#### [Assigned task]
Set down the records again, keeping each line exactly as it is.

───── Raw data

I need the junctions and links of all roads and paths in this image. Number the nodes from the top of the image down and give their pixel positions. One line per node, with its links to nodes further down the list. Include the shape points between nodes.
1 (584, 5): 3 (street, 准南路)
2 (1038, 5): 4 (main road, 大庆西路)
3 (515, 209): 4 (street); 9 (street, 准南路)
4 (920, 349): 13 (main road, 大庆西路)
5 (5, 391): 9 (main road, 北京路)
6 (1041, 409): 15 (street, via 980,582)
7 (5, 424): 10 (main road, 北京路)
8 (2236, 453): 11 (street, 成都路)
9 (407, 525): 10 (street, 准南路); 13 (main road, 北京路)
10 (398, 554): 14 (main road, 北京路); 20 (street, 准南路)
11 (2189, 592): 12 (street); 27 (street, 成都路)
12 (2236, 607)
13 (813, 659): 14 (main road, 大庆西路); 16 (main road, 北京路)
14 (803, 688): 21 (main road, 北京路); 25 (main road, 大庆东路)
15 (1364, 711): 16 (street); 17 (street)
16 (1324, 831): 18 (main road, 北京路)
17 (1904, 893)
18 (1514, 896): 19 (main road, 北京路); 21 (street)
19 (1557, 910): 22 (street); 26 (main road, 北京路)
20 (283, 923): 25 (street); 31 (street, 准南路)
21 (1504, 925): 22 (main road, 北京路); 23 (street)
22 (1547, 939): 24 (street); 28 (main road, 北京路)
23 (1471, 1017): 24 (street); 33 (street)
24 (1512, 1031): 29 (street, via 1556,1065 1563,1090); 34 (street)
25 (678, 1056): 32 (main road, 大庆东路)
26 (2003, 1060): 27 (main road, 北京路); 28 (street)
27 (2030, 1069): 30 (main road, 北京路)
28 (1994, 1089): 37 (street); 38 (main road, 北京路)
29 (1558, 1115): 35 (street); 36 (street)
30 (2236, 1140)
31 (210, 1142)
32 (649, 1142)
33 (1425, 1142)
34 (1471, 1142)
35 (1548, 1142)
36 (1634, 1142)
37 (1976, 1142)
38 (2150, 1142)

──────────

#### [Output of the exercise]
I need the junctions and links of all roads and paths in this image. Number the nodes from the top of the image down and give their pixel positions. One line per node, with its links to nodes further down the list. Include the shape points between nodes.
1 (584, 5): 3 (street, 准南路)
2 (1038, 5): 4 (main road, 大庆西路)
3 (515, 209): 4 (street); 9 (street, 准南路)
4 (920, 349): 13 (main road, 大庆西路)
5 (5, 391): 9 (main road, 北京路)
6 (1041, 409): 15 (street, via 980,582)
7 (5, 424): 10 (main road, 北京路)
8 (2236, 453): 11 (street, 成都路)
9 (407, 525): 10 (street, 准南路); 13 (main road, 北京路)
10 (398, 554): 14 (main road, 北京路); 20 (street, 准南路)
11 (2189, 592): 12 (street); 27 (street, 成都路)
12 (2236, 607)
13 (813, 659): 14 (main road, 大庆西路); 16 (main road, 北京路)
14 (803, 688): 21 (main road, 北京路); 25 (main road, 大庆东路)
15 (1364, 711): 16 (street); 17 (street)
16 (1324, 831): 18 (main road, 北京路)
17 (1904, 893)
18 (1514, 896): 19 (main road, 北京路); 21 (street)
19 (1557, 910): 22 (street); 26 (main road, 北京路)
20 (283, 923): 25 (street); 31 (street, 准南路)
21 (1504, 925): 22 (main road, 北京路); 23 (street)
22 (1547, 939): 24 (street); 28 (main road, 北京路)
23 (1471, 1017): 24 (street); 33 (street)
24 (1512, 1031): 29 (street, via 1556,1065 1563,1090); 34 (street)
25 (678, 1056): 32 (main road, 大庆东路)
26 (2003, 1060): 27 (main road, 北京路); 28 (street)
27 (2030, 1069): 30 (main road, 北京路)
28 (1994, 1089): 37 (street); 38 (main road, 北京路)
29 (1558, 1115): 35 (street); 36 (street)
30 (2236, 1140)
31 (210, 1142)
32 (649, 1142)
33 (1425, 1142)
34 (1471, 1142)
35 (1548, 1142)
36 (1634, 1142)
37 (1976, 1142)
38 (2150, 1142)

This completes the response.